A rodar a bola na ponta dos dedos como fazem os jogadores de basquetebol, o Tomás também era o melhor. Começava no dedo indicador da mão direita. Quando a bola perdia velocidade, com a mão esquerda empurrava as orelhas da bola e, mudava de dedo. Ia para o polegar, voltava ao indicador, depois ao do meio, ao anelar, ao mindinho, a todos. Aquilo nunca mais acabava. Só mesmo o Tomás!
Contudo, o que eu mais apreciava nele era o seu fino sentido de humor e a sua capacidade para inventar e contar estórias.
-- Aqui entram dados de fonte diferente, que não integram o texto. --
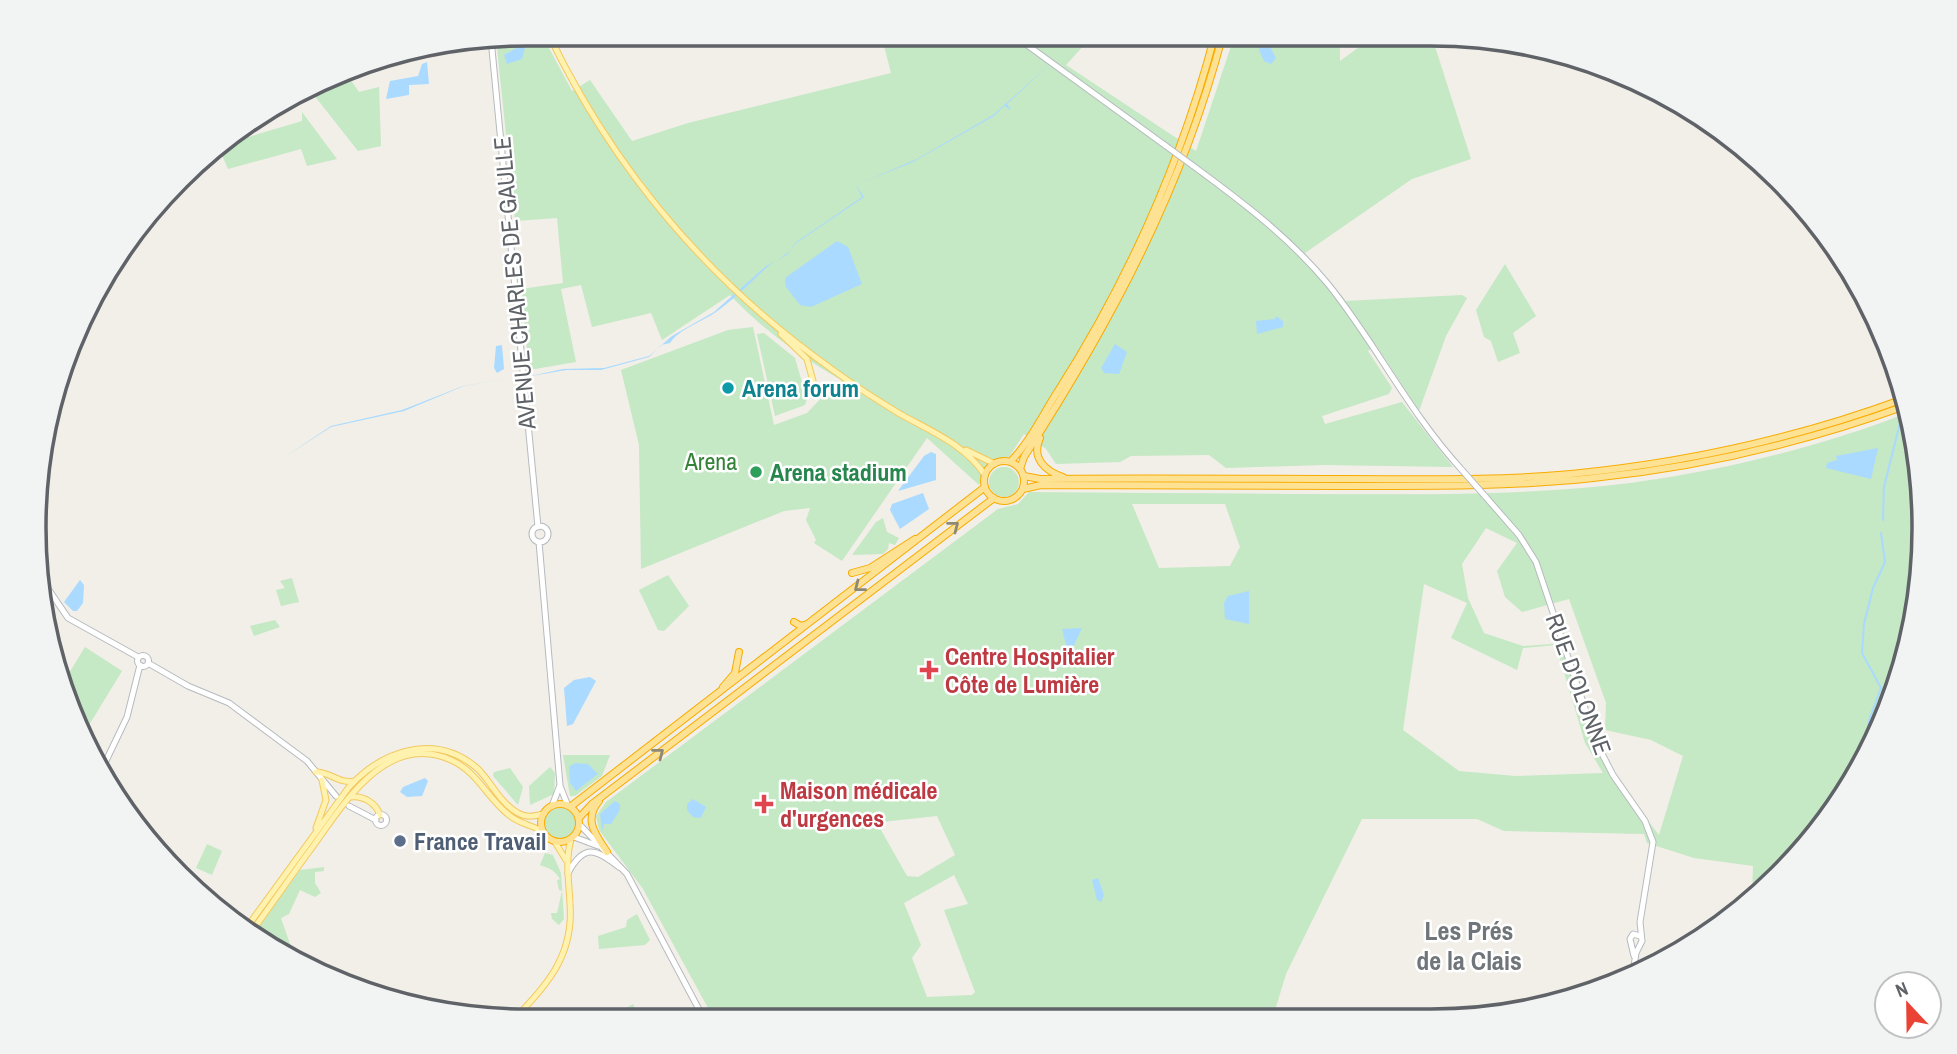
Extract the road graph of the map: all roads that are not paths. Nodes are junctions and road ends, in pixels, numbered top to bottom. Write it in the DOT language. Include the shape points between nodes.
graph roads {
  1 [pos="555,46"];
  2 [pos="1028,46"];
  3 [pos="1211,46"];
  4 [pos="1219,46"];
  5 [pos="492,47"];
  6 [pos="775,326"];
  7 [pos="813,381"];
  8 [pos="851,383"];
  9 [pos="823,390"];
  10 [pos="1896,404"];
  11 [pos="1896,405"];
  12 [pos="1054,410"];
  13 [pos="955,445"];
  14 [pos="1010,462"];
  15 [pos="995,464"];
  16 [pos="1022,472"];
  17 [pos="985,475"];
  18 [pos="1068,478"];
  19 [pos="985,487"];
  20 [pos="1023,489"];
  21 [pos="994,498"];
  22 [pos="952,515"];
  23 [pos="538,527"];
  24 [pos="539,542"];
  25 [pos="852,573"];
  26 [pos="50,592"];
  27 [pos="824,614"];
  28 [pos="794,622"];
  29 [pos="739,652"];
  30 [pos="138,657"];
  31 [pos="148,663"];
  32 [pos="140,665"];
  33 [pos="682,722"];
  34 [pos="106,761"];
  35 [pos="317,772"];
  36 [pos="322,780"];
  37 [pos="358,783"];
  38 [pos="560,785"];
  39 [pos="605,795"];
  40 [pos="336,796"];
  41 [pos="349,797"];
  42 [pos="362,797"];
  43 [pos="349,806"];
  44 [pos="552,806"];
  45 [pos="569,806"];
  46 [pos="544,814"];
  47 [pos="378,817"];
  48 [pos="579,821"];
  49 [pos="542,831"];
  50 [pos="314,834"];
  51 [pos="573,838"];
  52 [pos="555,842"];
  53 [pos="605,850"];
  54 [pos="566,860"];
  55 [pos="568,873"];
  56 [pos="627,874"];
  57 [pos="251,921"];
  58 [pos="256,925"];
  59 [pos="1637,935"];
  60 [pos="1635,945"];
  61 [pos="1634,963"];
  62 [pos="524,1009"];
  63 [pos="700,1009"];
  1 -- 6 [label="main road" via="603,135 643,190 693,250"];
  2 -- 59 [label="street, RUE D'OLONNE, bridge" via="1258,214 1326,282 1420,422 1519,535 1536,562 1597,744 1649,829 1653,853"];
  3 -- 14 [label="highway" via="1184,136 1143,236 1068,376"];
  4 -- 12 [label="highway" via="1188,147 1155,227 1106,325"];
  5 -- 23 [label="street, AVENUE CHARLES DE GAULLE"];
  6 -- 7 [label="main road" via="807,359"];
  6 -- 8 [label="main road"];
  8 -- 9 [label="main road"];
  8 -- 13 [label="main road"];
  10 -- 18 [label="highway" via="1732,449 1573,474 1470,479"];
  11 -- 20 [label="highway" via="1809,437 1734,456 1573,480 1471,486 1041,485"];
  12 -- 16 [label="highway" via="1024,457"];
  12 -- 18 [label="highway" via="1038,443 1038,454 1049,472"];
  13 -- 15 [label="main road"];
  13 -- 17 [label="main road"];
  14 -- 15 [label="highway"];
  14 -- 16 [label="highway"];
  15 -- 17 [label="highway"];
  16 -- 18 [label="highway"];
  16 -- 20 [label="highway"];
  17 -- 19 [label="highway"];
  19 -- 21 [label="highway"];
  19 -- 22 [label="highway"];
  20 -- 21 [label="highway" via="1010,500"];
  39 -- 21 [label="highway, one-way"];
  22 -- 25 [label="highway" via="876,564"];
  22 -- 27 [label="highway, one-way"];
  23 -- 24 [label="street" via="532,535"];
  23 -- 24 [label="street" via="547,532 546,539"];
  24 -- 38 [label="street"];
  26 -- 30 [label="street" via="68,618"];
  27 -- 28 [label="highway" via="802,626"];
  27 -- 33 [label="highway"];
  29 -- 33 [label="highway" via="733,677"];
  30 -- 31 [label="street" via="145,656"];
  30 -- 32 [label="street"];
  31 -- 32 [label="street"];
  31 -- 35 [label="street" via="223,699"];
  32 -- 34 [label="street" via="127,717"];
  33 -- 45 [label="highway"];
  35 -- 36 [label="street"];
  35 -- 37 [label="main road" via="340,782"];
  36 -- 40 [label="street"];
  36 -- 50 [label="main road" via="326,800"];
  37 -- 41 [label="main road"];
  37 -- 42 [label="main road"];
  37 -- 46 [label="main road" via="375,764 398,752 440,750 472,764 516,812 529,817"];
  37 -- 49 [label="main road" via="400,758 447,758 474,775 511,817"];
  37 -- 50 [label="main road"];
  38 -- 44 [label="street"];
  38 -- 45 [label="street"];
  39 -- 48 [label="highway"];
  39 -- 53 [label="highway" via="591,818"];
  41 -- 42 [label="main road"];
  41 -- 58 [label="main road"];
  42 -- 47 [label="main road" via="378,809"];
  43 -- 47 [label="street"];
  44 -- 45 [label="highway"];
  44 -- 46 [label="highway"];
  45 -- 48 [label="highway"];
  46 -- 49 [label="highway"];
  48 -- 51 [label="highway"];
  48 -- 53 [label="street"];
  49 -- 52 [label="highway"];
  50 -- 57 [label="main road"];
  51 -- 52 [label="highway"];
  51 -- 53 [label="street"];
  51 -- 54 [label="main road"];
  52 -- 54 [label="main road"];
  53 -- 56 [label="street"];
  54 -- 55 [label="main road"];
  55 -- 56 [label="street" via="579,856 593,851"];
  55 -- 62 [label="main road" via="571,919 565,954 550,981"];
  56 -- 63 [label="street"];
  59 -- 60 [label="street, RUE D'OLONNE" via="1642,941"];
  59 -- 60 [label="street, RUE D'OLONNE" via="1629,940"];
  60 -- 61 [label="street, RUE D'OLONNE"];
}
Costumava dizer-nos que os dedos da mão eram os nossos ministros: o dedo polegar seria o ministro dos transportes por ser utilizado para pedir boleia; o dedo indicador seria o das obras públicas porque com ele se limpa o nariz; o dedo médio seria o da guerra porque quando se dá uma bofetada, ele vai à frente; o dedo anelar seria o das finanças por ser aquele onde se usam os anéis; o dedo mindinho seria o ministro do interior por ser com ele que se verifica se a galinha tem ovo.
Se visse um carreiro de formigas pretas, dizia que elas iam para um funeral. A partir daí inventava uma qualquer estória em que falava da formiga. Coitada, morrera num terrível acidente, que alguém a pisara sem querer, que tinha sido muito trabalhadora, que tivera muitas amigas.
Se as formigas transportassem algum alimento para o ninho, dizia que era uma procissão. A estória desenvolvia-se e ficávamos a saber que a formiga da frente era o padre, as outras carregavam os andores.
Ao meu grande amigo Tomás Rita da Rua Estreita, portanto, do Largo da Bica com todos os direitos, um autêntico portento de imaginação e de habilidade com a bola!